When I left for the convention, there had been a few other comments, mostly from friends saying “Ooh, good, I’ll see you there!” I didn’t check my email or Live Journal until the next morning, at which point there were something like 70+ responses, most of them in vehement, angry response to my friend’s comment. And it was awful. It was as if a friend at a party, overhearing another guest say something stupid, had opened the door to my house and invited all his friends in to set the dumb guy straight, and those friends had hailed other friends, and so on.*
I don’t disagree with some of the opinions expressed, but the tone, and the words used, and the way it escalated, was frightening. I suspect that if any of those posters had been in my real-world living room, talking with the guy in the chemo cap, and could see his demeanor, they might have expressed the same things, but not in the same way, maybe out of respect for his frailty, maybe out of respect for someone else’s space, and maybe because they could see both more of his intent, and of the impact their words had on him, and on the people around them.
I asked the advice of a friend at the convention, who shook her head and said that the only way she could see to handle it was to shut the conversation down. So I did.
And these days if someone comes into a discussion on my Facebook feed, or my LJ, or one of my blogs, I make every effort not to shut it down, because I want to hear what people have to say. But I will remind people to keep the tone civil, not to name call (including not name-calling public figures–that sort of thing can escalate to a fist-fight real fast), and to think before they hit Send. My cyber-house, my cyber-rules.

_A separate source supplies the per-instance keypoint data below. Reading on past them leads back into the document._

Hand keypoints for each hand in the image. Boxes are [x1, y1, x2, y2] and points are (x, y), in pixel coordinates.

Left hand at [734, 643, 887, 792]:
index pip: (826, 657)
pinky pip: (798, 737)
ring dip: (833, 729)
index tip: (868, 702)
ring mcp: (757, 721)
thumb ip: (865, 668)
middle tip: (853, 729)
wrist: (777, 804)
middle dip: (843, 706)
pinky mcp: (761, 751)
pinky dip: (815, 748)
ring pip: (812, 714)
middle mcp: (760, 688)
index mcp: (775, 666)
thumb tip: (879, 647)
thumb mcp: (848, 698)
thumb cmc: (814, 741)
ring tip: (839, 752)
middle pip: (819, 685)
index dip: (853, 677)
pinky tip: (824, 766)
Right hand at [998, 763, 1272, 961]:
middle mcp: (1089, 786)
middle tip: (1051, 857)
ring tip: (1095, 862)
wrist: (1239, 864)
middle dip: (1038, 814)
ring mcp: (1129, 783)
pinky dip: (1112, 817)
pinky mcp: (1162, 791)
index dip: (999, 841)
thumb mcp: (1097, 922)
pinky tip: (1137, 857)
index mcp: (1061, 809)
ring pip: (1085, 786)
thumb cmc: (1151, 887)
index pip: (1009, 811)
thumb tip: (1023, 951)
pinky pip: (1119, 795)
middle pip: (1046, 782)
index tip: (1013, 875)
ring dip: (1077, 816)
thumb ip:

*thinking of it now, it reminds me of my daughter’s 16th birthday party, which somehow got into the wild on Facebook. Kids showed up who did not know my daughter or anyone else at the party. I caught a kid tagging the shed in the back yard. One boy arrived so drunk that he pissed on my kitchen floor. Stuff was broken. And yet, when I shut the party down (at my daughter’s request) most of the kids said, as they filed out, “thank you for inviting me. I had a lovely time”. They were not bad kids; they just didn’t think of themselves as being in a real house tenanted by real people, until I made it so by tossing them out. (Okay, except for the kid with the spray paint. Him I kicked out early, with extreme prejudice.)